1918年(大正7年)竣功 延長51m 幅員3.2m 高さ3.1m

 全国道路トンネルリストでは
 
1903年(明治36年)竣功 延長51m 幅員4.0m 高さ3.8m

 竣功年度が大幅に異なります。その差およそ15年。これはどういうことなんでしょうか。
 同じ煉瓦隧道の青田隧道は明治28年、檜坂隧道・巖井寺隧道は明治38年と思われます。
 トンネルリストでは檜坂隧道・巖井寺隧道よりも2年先輩になります。
 ただ、一般的には1918年(大正7年)竣功が通説になっているようですね。その前に素掘りで存在したとか?
 黒立隧道の扁額が。

 左端に文字があるような気がしますが、全く分かり
ません。

 巻厚4層の煉瓦半円アーチ。要石あり。坑門、胸壁共に煉瓦でイギリス積み。笠石、帯石があります。
 年代の近い巖井寺隧道や檜坂隧道とは切石の加工が異なります。


 こちらが檜坂隧道です。笠石、帯石が特に異なりますよねえ。やはり請負は別の可能性が高いですね。
 特徴的なのがこれ。
 天端隅にピラスター風のミニ突起の切石があります。
 これは先の3隧道にはない意匠です。

 こんな感じで帯石に乗っかってますね。

 内部です。
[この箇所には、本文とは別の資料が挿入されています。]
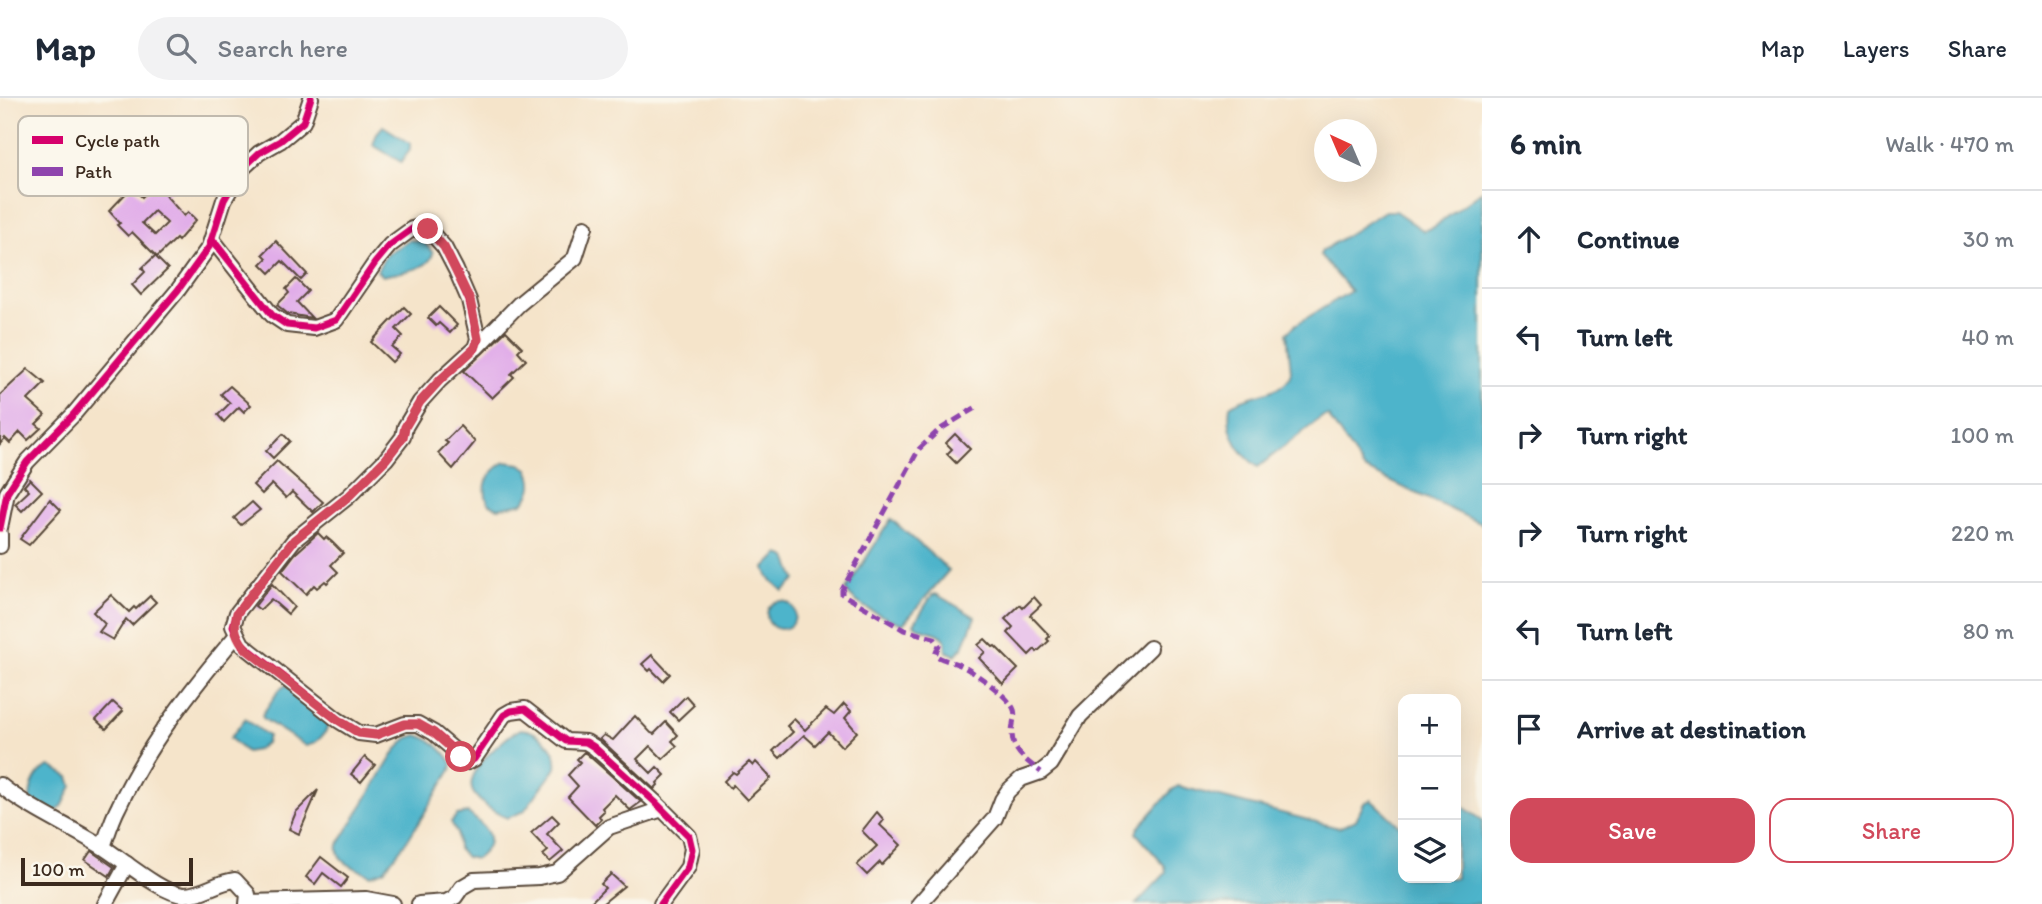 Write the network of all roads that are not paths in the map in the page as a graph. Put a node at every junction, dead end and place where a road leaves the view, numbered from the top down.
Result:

補修はなく、往時の煉瓦アーチを十二分に堪能させて頂けます。
 磐田市方面の坑口。
 離合はちょっときつい幅員ですね。

 そして!洞内にイイ物が残ってました!
 
 周智郡一宮村
 磐田郡敷地村 境界


 ときどーき、こういった境界や郡界のプレートが洞内に残っているんで油断なりません。
 兵庫県の明治鐘ヶ坂隧道に郡界プレートがあります(当方未確認…大汗)
 他にもあった気がしますが、思い出せません。知っている方、教えて下さい〜

 反対側の側壁に…おおお!ネタばらしの竣功年度表記が。
 
1918年(大正7年)3月竣功 これで竣功年度は確定ですな。では明治36年ってのはなんなんでしょうか。
 ただのミスか、素掘り時代があったのか…?

 森町側の坑口です。
 最初から最後まで無補修の優等生煉瓦隧道でした。

 振り返り。フル煉瓦隧道、最高!

 こちら側も焼過煉瓦を使用している模様です。
 アーチ環に少々欠損が目立ちますな。
 こちらも黒立隧道ですが、筆致が異なります。
 これも左隅にスペースがありますが、何か記載され
ているかすら分かりません。

 ぽつんと山奥に取り残された煉瓦隧道。今尚原型を維持しつつ現役で車両を受け入れています。
 末永くこの状態を維持して頂きたいですな。

 以降、 
その12 に続く!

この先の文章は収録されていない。